Parallel shaft gears offer optimum reliability and lower MTTR and are preferred for ease of maintenance and minimum components. Parallel axes are the most common gear arrangement, consisting of a meshing pinion and gear. Parallel arrangements can be simple, or compounded with other parallel gear sets to obtain high gear ratios. The conventional way to describe such a gear is ‘double increaser’ or ‘reduction’ or triple increaser’ or ‘reduction gear’. Parallel axis gears can use spur, helical, double helical or herringbone elements.
Parallel axis gear design reliability factors to optimize gear train field reliability are:
Ensure uniform face width tooth loading
Compensate for torsion (windup) of low stiffness shafts
Equalize torque transmission through each shaft (multiple shaft design)
Consider ease of assembly/disassembly
Minimize the axial thrust (helix angle selection)
Tooth hardness considerations
Limit face width to pitch (L/D) diameters to proven values
A planetary or epicyclic gear has multiple gear meshes and bearings, and has greater mean time to repair and exposure to lower reliability than parallel shaft gears owing to its larger number of component parts.

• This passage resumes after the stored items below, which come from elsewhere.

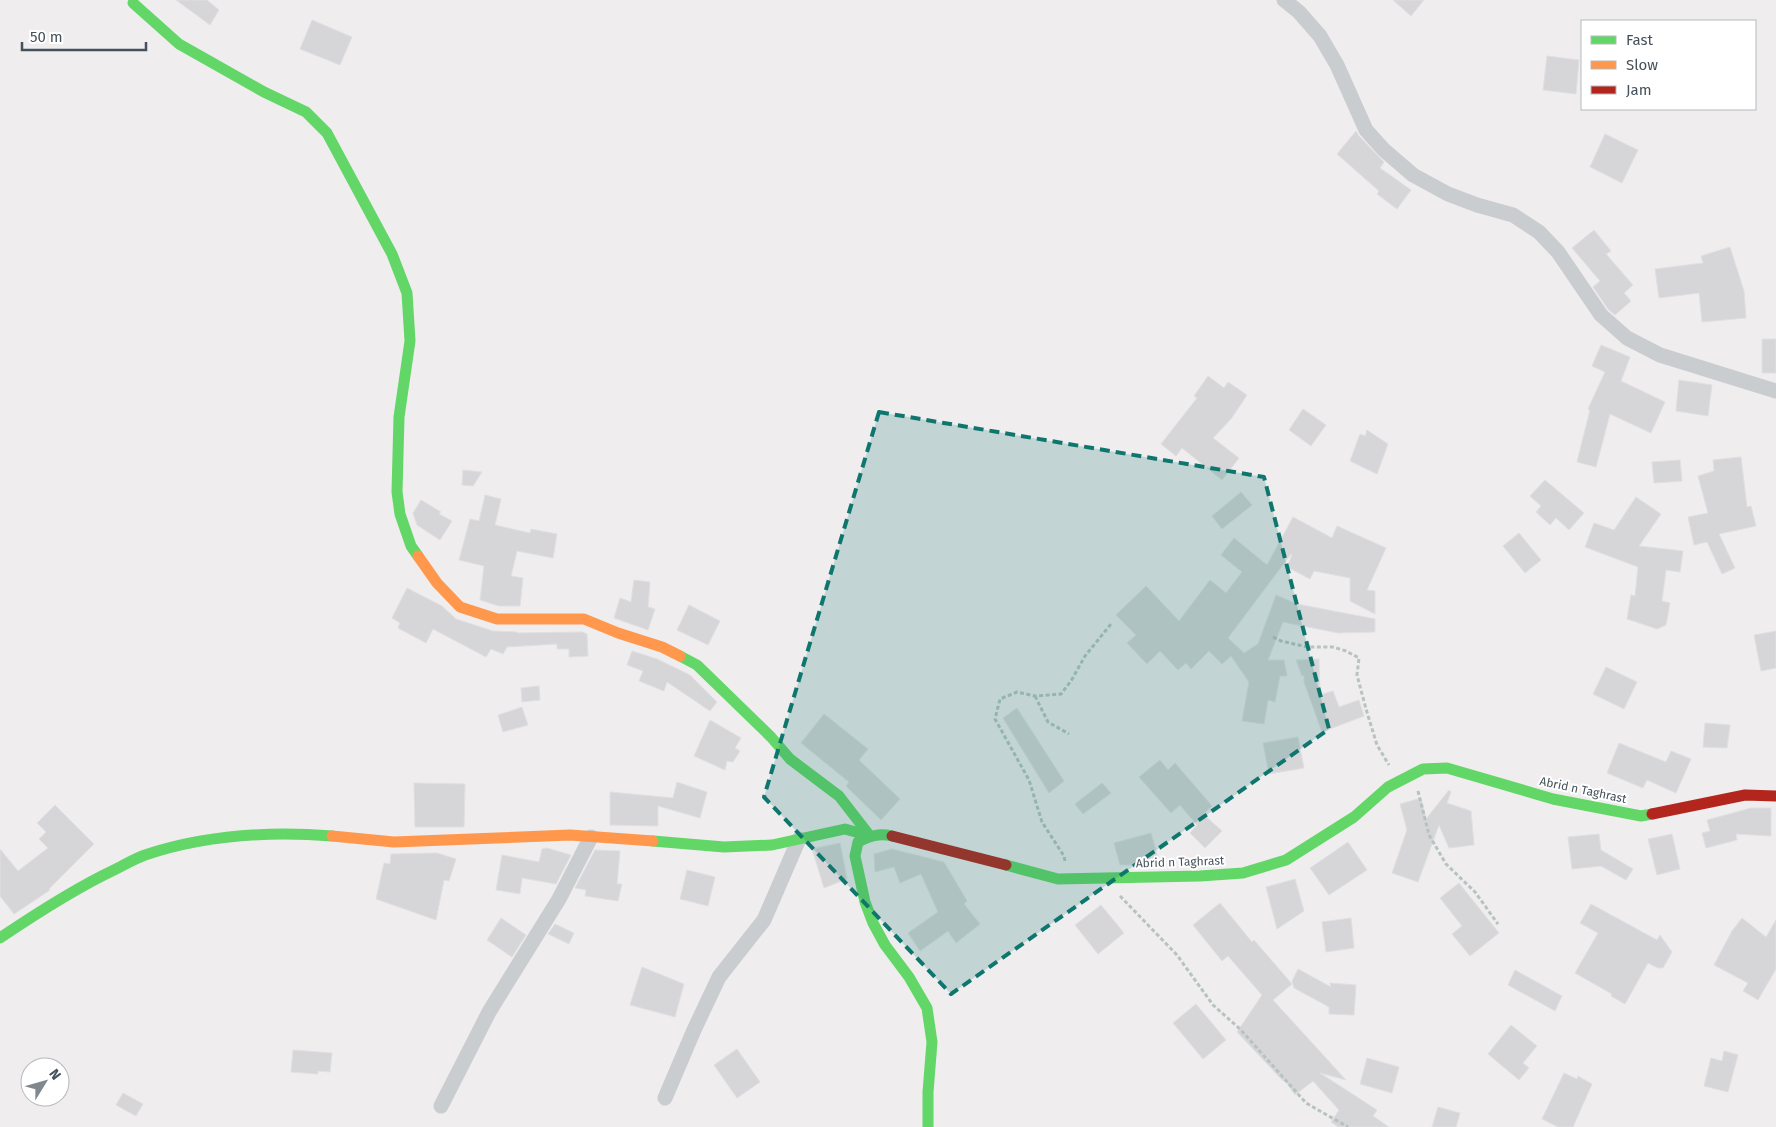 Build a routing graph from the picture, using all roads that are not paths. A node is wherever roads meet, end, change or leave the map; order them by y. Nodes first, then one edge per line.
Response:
1 (1284, 0) edge
2 (133, 4) dead end
3 (1776, 391) edge
4 (1776, 796) edge
5 (870, 836) junction
6 (591, 837) junction
7 (799, 839) junction
8 (0, 938) edge
9 (666, 1098) dead end
10 (441, 1106) dead end
11 (928, 1127) edge

1 - 3 street
2 - 5 street
4 - 5 street, Abrid n Taghrast
5 - 7 street, Abrid n Taghrast
5 - 11 street
6 - 7 street, Abrid n Taghrast
6 - 8 street, Abrid n Taghrast
6 - 10 street
7 - 9 street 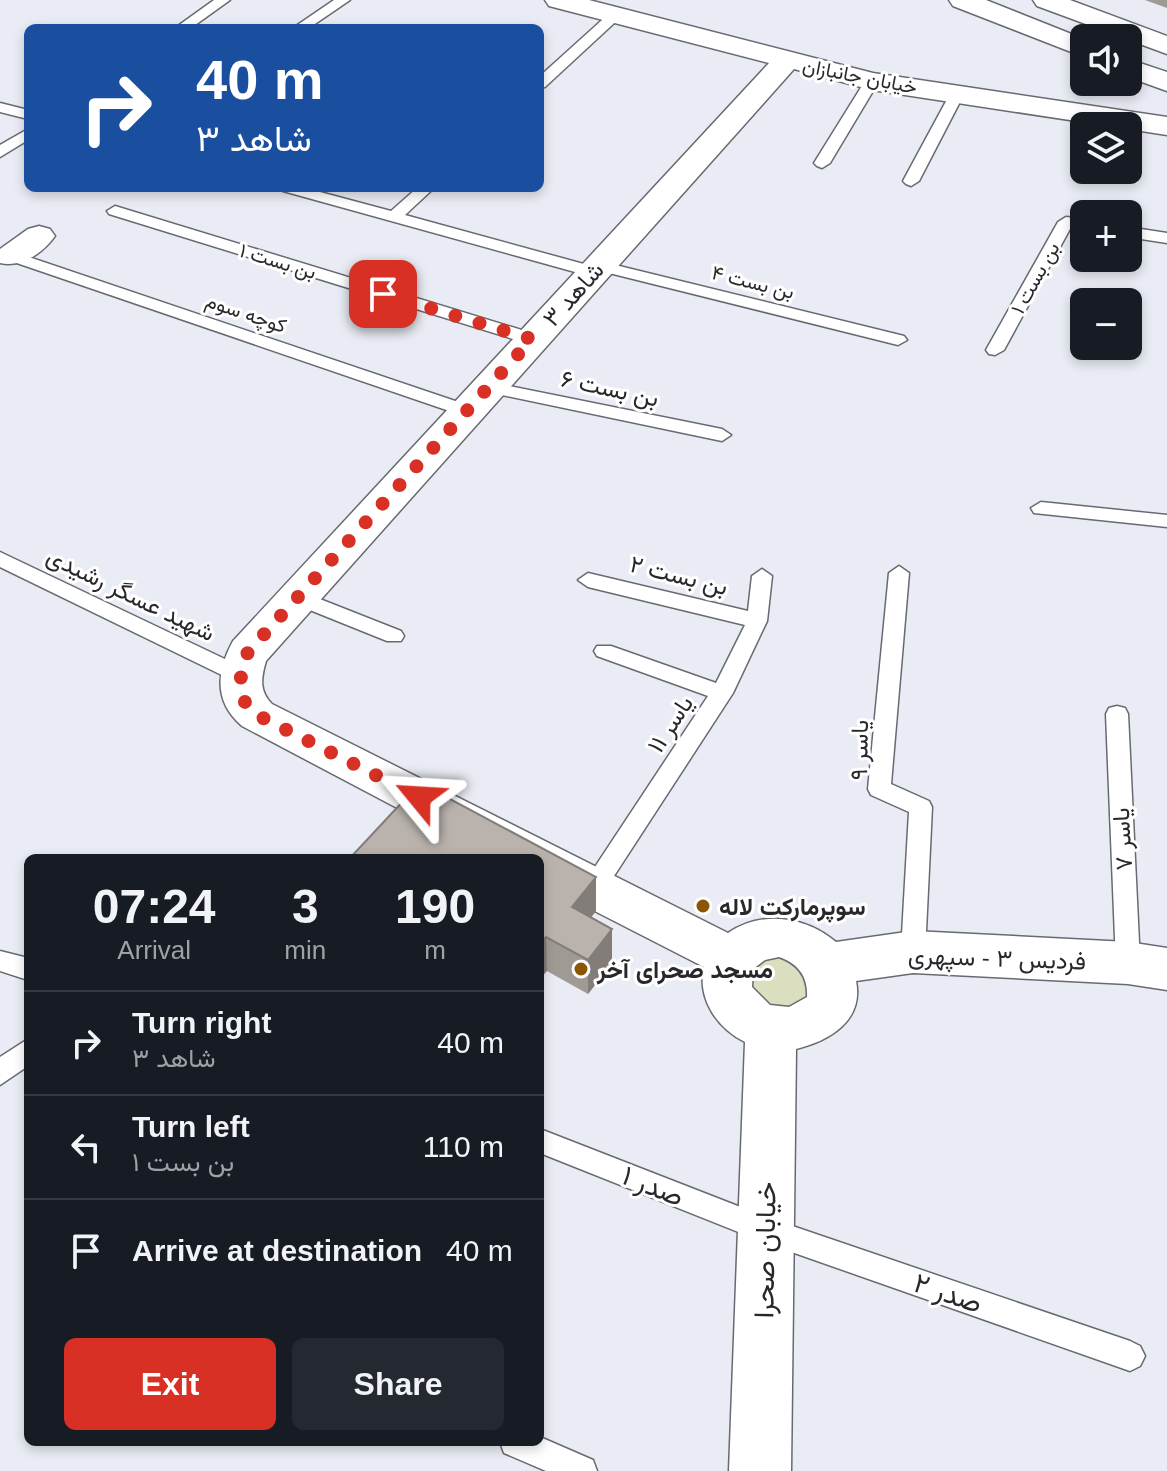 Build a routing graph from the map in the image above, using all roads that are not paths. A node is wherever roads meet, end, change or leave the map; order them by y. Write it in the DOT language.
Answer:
graph roads {
  1 [pos="223,0"];
  2 [pos="343,0"];
  3 [pos="558,0"];
  4 [pos="962,0"];
  5 [pos="1046,0"];
  6 [pos="617,14"];
  7 [pos="188,24"];
  8 [pos="306,24"];
  9 [pos="1070,43"];
  10 [pos="1167,46"];
  11 [pos="786,61"];
  12 [pos="1142,72"];
  13 [pos="544,80"];
  14 [pos="872,81"];
  15 [pos="1167,82"];
  16 [pos="957,94"];
  17 [pos="0,107"];
  18 [pos="24,114"];
  19 [pos="1167,126"];
  20 [pos="24,136"];
  21 [pos="0,152"];
  22 [pos="822,163"];
  23 [pos="911,181"];
  24 [pos="302,192"];
  25 [pos="422,192"];
  26 [pos="115,211"];
  27 [pos="393,218"];
  28 [pos="1070,222"];
  29 [pos="1142,234"];
  30 [pos="39,236"];
  31 [pos="1167,238"];
  32 [pos="11,256"];
  33 [pos="596,269"];
  34 [pos="532,339"];
  35 [pos="898,340"];
  36 [pos="995,350"];
  37 [pos="478,399"];
  38 [pos="722,435"];
  39 [pos="1041,508"];
  40 [pos="1167,521"];
  41 [pos="0,559"];
  42 [pos="899,573"];
  43 [pos="762,576"];
  44 [pos="588,580"];
  45 [pos="297,597"];
  46 [pos="757,621"];
  47 [pos="394,636"];
  48 [pos="604,651"];
  49 [pos="240,675"];
  50 [pos="722,693"];
  51 [pos="1117,714"];
  52 [pos="524,854"];
  53 [pos="544,863"];
  54 [pos="593,889"];
  55 [pos="913,952"];
  56 [pos="732,958"];
  57 [pos="0,961"];
  58 [pos="826,964"];
  59 [pos="1147,966"];
  60 [pos="24,968"];
  61 [pos="771,1028"];
  62 [pos="24,1053"];
  63 [pos="0,1073"];
  64 [pos="544,1143"];
  65 [pos="766,1230"];
  66 [pos="1130,1356"];
  67 [pos="524,1446"];
  68 [pos="582,1471"];
  69 [pos="760,1471"];
  1 -- 7 [label="lane"];
  2 -- 8 [label="lane"];
  3 -- 6 [label="street, خیابان جانبازان"];
  4 -- 9 [label="street"];
  5 -- 10 [label="street"];
  6 -- 11 [label="street, خیابان جانبازان"];
  6 -- 13 [label="lane"];
  11 -- 14 [label="street, خیابان جانبازان"];
  11 -- 33 [label="street, شاهد ۳"];
  12 -- 15 [label="street"];
  14 -- 16 [label="street, خیابان جانبازان"];
  14 -- 22 [label="lane"];
  16 -- 19 [label="street, خیابان جانبازان"];
  16 -- 23 [label="lane"];
  17 -- 18 [label="lane"];
  20 -- 21 [label="lane"];
  24 -- 27 [label="lane, بن بست ۴"];
  25 -- 27 [label="lane"];
  26 -- 34 [label="lane, بن بست ۱"];
  27 -- 33 [label="lane, بن بست ۴"];
  28 -- 36 [label="lane, بن بست ۱"];
  29 -- 31 [label="lane"];
  30 -- 32 [label="street"];
  32 -- 37 [label="lane, کوچه سوم"];
  33 -- 34 [label="street, شاهد ۳"];
  33 -- 35 [label="lane, بن بست ۴"];
  34 -- 37 [label="street, شاهد ۳"];
  37 -- 38 [label="lane, بن بست ۶"];
  37 -- 45 [label="street, شاهد ۳"];
  39 -- 40 [label="lane"];
  41 -- 49 [label="lane, شهید عسگر رشیدی"];
  42 -- 55 [label="lane, یاسر ۹"];
  43 -- 46 [label="lane, یاسر ۱۱"];
  44 -- 46 [label="lane, بن بست ۲"];
  45 -- 47 [label="lane"];
  45 -- 49 [label="street, شاهد ۳"];
  46 -- 50 [label="lane, یاسر ۱۱"];
  48 -- 50 [label="lane"];
  49 -- 52 [label="street"];
  50 -- 54 [label="lane, یاسر ۱۱"];
  51 -- 59 [label="lane, یاسر ۷"];
  53 -- 54 [label="street"];
  54 -- 56 [label="street"];
  55 -- 58 [label="street, فردیس ۳ - سپهری"];
  55 -- 59 [label="street, فردیس ۳ - سپهری"];
  56 -- 58 [label="street"];
  56 -- 61 [label="street"];
  57 -- 60 [label="lane"];
  58 -- 61 [label="street"];
  61 -- 65 [label="street, خیابان صحرا"];
  62 -- 63 [label="lane"];
  64 -- 65 [label="lane, صدر ۱"];
  65 -- 66 [label="lane, صدر ۲"];
  65 -- 69 [label="street, خیابان صحرا"];
  67 -- 68 [label="lane"];
} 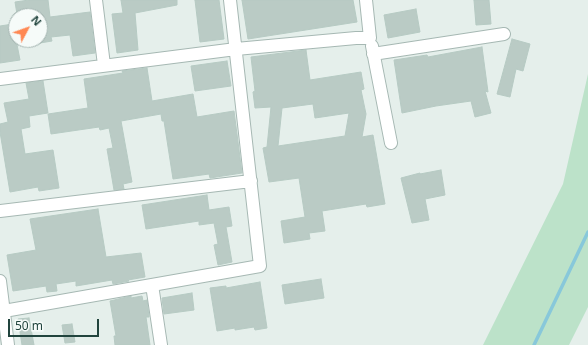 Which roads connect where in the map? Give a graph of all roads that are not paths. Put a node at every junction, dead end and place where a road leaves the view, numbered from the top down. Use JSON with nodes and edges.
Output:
{"nodes":[{"id":1,"x":96,"y":0,"type":"edge"},
{"id":2,"x":230,"y":0,"type":"edge"},
{"id":3,"x":366,"y":0,"type":"edge"},
{"id":4,"x":504,"y":34,"type":"dead end"},
{"id":5,"x":370,"y":38,"type":"junction"},
{"id":6,"x":236,"y":49,"type":"junction"},
{"id":7,"x":373,"y":54,"type":"junction"},
{"id":8,"x":104,"y":65,"type":"junction"},
{"id":9,"x":0,"y":79,"type":"edge"},
{"id":10,"x":391,"y":143,"type":"dead end"},
{"id":11,"x":251,"y":181,"type":"junction"},
{"id":12,"x":0,"y":211,"type":"edge"},
{"id":13,"x":0,"y":282,"type":"edge"},
{"id":14,"x":152,"y":285,"type":"junction"},
{"id":15,"x":4,"y":310,"type":"junction"},
{"id":16,"x":8,"y":345,"type":"edge"},
{"id":17,"x":160,"y":345,"type":"edge"}],
"edges":[{"from":1,"to":8,"type":"street"},
{"from":2,"to":6,"type":"street"},
{"from":3,"to":5,"type":"street"},
{"from":4,"to":7,"type":"street"},
{"from":5,"to":6,"type":"street"},
{"from":5,"to":7,"type":"street"},
{"from":6,"to":8,"type":"street"},
{"from":6,"to":11,"type":"street"},
{"from":7,"to":10,"type":"street"},
{"from":8,"to":9,"type":"street"},
{"from":11,"to":12,"type":"street"},
{"from":11,"to":14,"type":"street"},
{"from":13,"to":15,"type":"street"},
{"from":14,"to":15,"type":"street"},
{"from":14,"to":17,"type":"street"},
{"from":15,"to":16,"type":"street"}]} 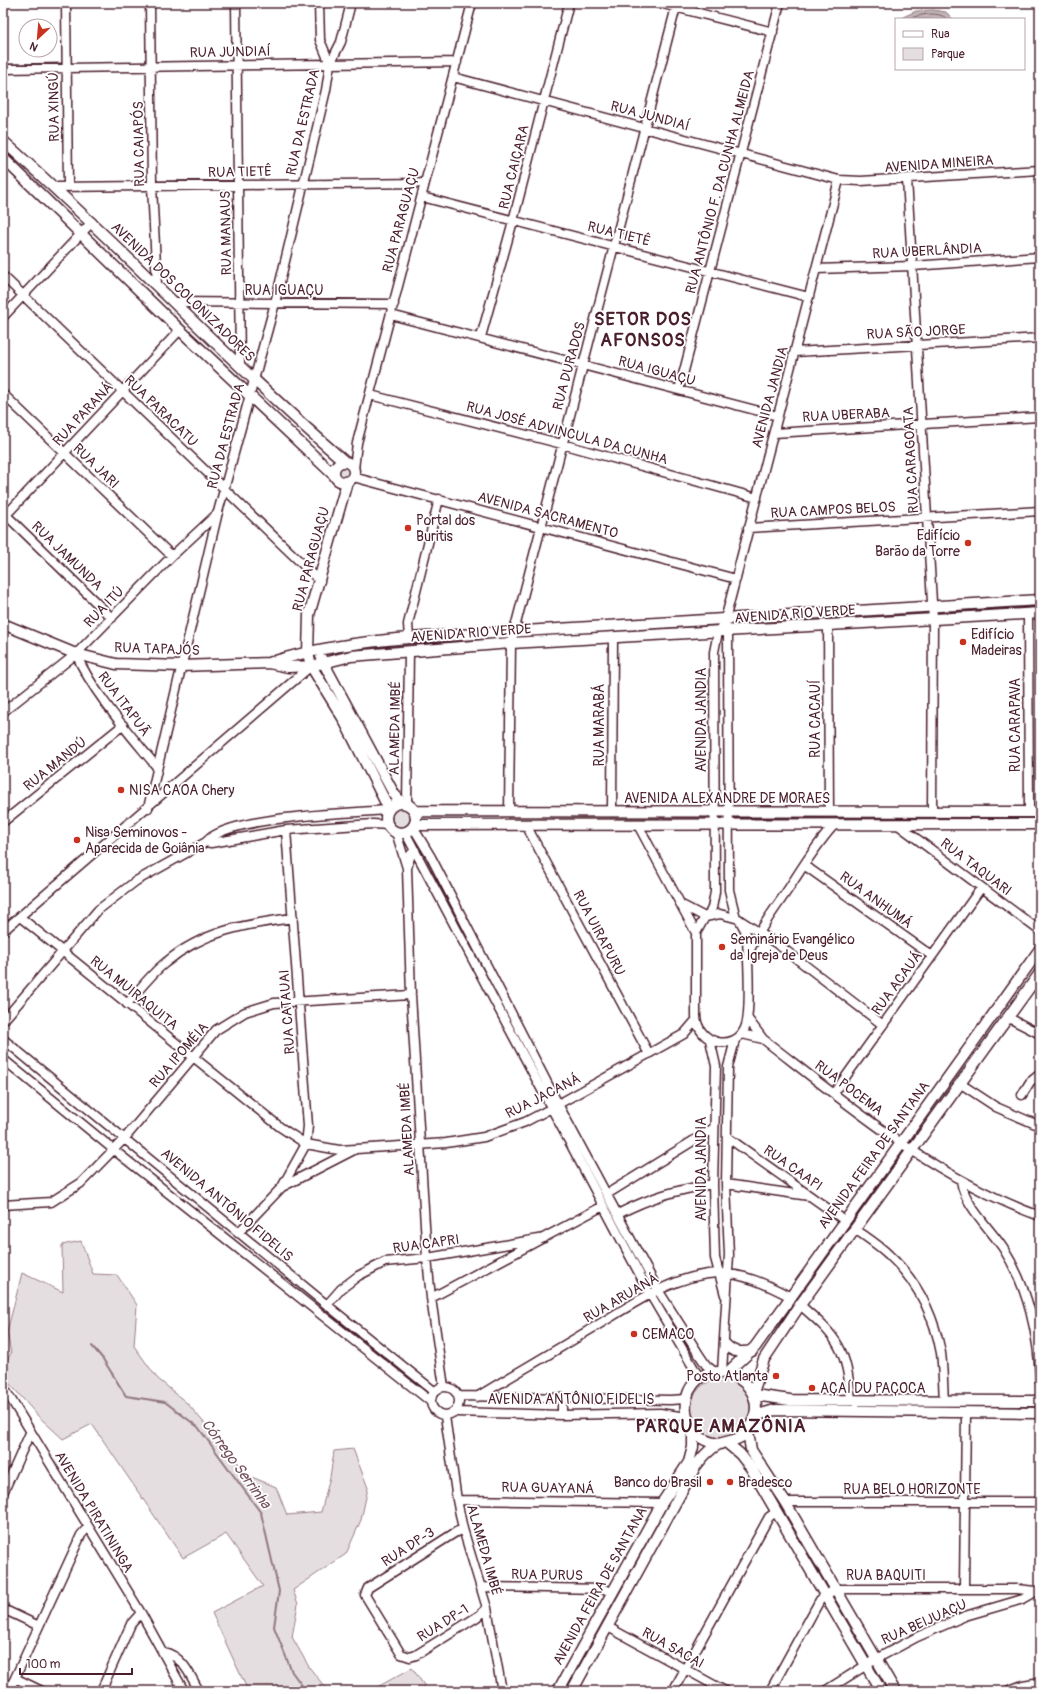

The principal advantage of planetary gear units is that they allow both the input and output axes to be concentric thus providing a very compact gear arrangement. They are used for aircraft prop engine drives, automotive and truck transmissions, power generation units and some critical equipment (pump and compressor) drives.
Their main disadvantage is that they require more assembly and disassembly time than a conventional parallel shaft gear. They can be configured in simple and compound arrangements depending upon the required gear ratio.